Une mission de service public pour la sécurité de la navigation : l’hydrographie
L’hydrographie comprend tout ce qui est nécessaire pour produire les cartes et documents indispensables à la sécurité de la navigation, ainsi que les services d’information urgente et de mise à jour correspondants.
Elle est par nature duale, car tous les usagers de la mer ont besoin d’information nautique ; les militaires utilisent autant que possible pour l’hydrographie et la navigation les mêmes systèmes que les civils.
C’est notamment pour ces raisons que cette mission est confiée à la marine, au sein du SHOM (Service hydrographique et océanographique de la marine).
Très tôt dans son histoire, le Service hydrographique français a été conçu comme un instrument, à la fois militaire et civil1, de l’exercice de la souveraineté de l’État en mer. Soucieux de développer leurs marines militaires et marchandes pour défendre leurs intérêts économiques et stratégiques, beaucoup d’États prirent conscience à la même époque de la nécessité de disposer librement de documents nautiques de qualité, nécessitant des opérations de levés hydrographiques systématiques et des processus de production de l’information nautique maîtrisés. Ces activités d’hydrographie et de cartographie marine s’inscrivent aujourd’hui dans le cadre général de l’action de l’État en mer et des obligations internationales de la France (Convention internationale Solas sur la sauvegarde de la vie humaine en mer, Convention des Nations unies sur le droit de la mer).
Les cartes marines sont la production la plus connue du SHOM, mais la sécurité de la navigation requiert d’autres documents, comme les instructions nautiques ou l’annuaire des marées, ainsi qu’un service de tenue à jour continue : le SHOM est coordonnateur national de ce domaine qui est lui aussi organisé par une convention internationale de l’Organisation maritime internationale (OMI).

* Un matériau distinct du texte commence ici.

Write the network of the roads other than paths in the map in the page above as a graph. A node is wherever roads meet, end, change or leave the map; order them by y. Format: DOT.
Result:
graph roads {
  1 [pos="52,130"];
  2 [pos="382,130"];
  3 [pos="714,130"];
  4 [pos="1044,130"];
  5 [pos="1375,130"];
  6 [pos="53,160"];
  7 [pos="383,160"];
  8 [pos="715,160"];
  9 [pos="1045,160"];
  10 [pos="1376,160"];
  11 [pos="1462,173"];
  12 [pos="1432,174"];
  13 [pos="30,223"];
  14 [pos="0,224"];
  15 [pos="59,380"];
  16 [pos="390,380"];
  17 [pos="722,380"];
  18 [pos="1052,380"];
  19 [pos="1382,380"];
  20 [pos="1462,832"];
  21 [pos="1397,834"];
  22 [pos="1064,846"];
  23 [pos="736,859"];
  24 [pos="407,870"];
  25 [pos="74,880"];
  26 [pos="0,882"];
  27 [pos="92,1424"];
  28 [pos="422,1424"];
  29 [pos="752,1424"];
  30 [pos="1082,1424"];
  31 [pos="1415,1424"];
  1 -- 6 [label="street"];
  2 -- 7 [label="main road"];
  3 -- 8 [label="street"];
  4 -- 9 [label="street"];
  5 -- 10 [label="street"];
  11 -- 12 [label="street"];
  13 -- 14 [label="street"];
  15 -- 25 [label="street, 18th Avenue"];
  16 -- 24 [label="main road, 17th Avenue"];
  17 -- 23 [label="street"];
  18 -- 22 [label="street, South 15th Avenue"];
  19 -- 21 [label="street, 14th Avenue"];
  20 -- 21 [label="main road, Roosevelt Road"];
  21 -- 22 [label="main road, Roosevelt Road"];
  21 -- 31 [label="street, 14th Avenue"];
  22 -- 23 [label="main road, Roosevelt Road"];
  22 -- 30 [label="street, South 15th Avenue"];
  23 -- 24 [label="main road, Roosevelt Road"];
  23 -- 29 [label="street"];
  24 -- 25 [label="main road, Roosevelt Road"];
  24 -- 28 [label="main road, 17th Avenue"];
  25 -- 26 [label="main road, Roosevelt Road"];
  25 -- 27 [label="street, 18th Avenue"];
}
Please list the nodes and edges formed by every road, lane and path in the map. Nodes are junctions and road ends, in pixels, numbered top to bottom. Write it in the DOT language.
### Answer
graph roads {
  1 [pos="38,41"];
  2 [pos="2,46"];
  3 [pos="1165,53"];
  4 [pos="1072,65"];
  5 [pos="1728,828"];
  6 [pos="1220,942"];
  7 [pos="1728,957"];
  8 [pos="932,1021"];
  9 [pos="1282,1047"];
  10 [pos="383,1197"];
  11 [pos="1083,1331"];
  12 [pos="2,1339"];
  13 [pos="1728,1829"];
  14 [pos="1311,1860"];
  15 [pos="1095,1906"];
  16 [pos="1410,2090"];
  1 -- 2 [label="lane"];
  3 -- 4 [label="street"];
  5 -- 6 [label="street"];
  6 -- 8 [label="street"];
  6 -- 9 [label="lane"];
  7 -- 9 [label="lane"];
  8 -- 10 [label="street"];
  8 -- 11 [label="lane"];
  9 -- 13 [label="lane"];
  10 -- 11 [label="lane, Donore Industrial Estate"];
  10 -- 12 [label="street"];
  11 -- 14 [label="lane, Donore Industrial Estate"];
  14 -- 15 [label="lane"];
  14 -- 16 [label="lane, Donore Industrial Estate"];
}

Les moyens du SHOM comprennent environ 700 personnes, y compris les équipages des navires, et 5 navires (dont un en construction en coopération avec l’Ifremer). La moitié environ de ces moyens est consacrée à l’hydrographie, l’autre étant consacrée au soutien et aux développements de la marine en hydrographie, océanographie et météorologie. Le SHOM recueille à partir de ces navires l’information hauturière, côtière et littorale dans les zones sous souveraineté française et dans certaines de celles où elle exerce la responsabilité cartographique de fait (ancienne Union française) : l’Établissement principal du SHOM à Brest assure, outre ses fonctions de développement technique, l’exploitation de l’ensemble des données recueillies.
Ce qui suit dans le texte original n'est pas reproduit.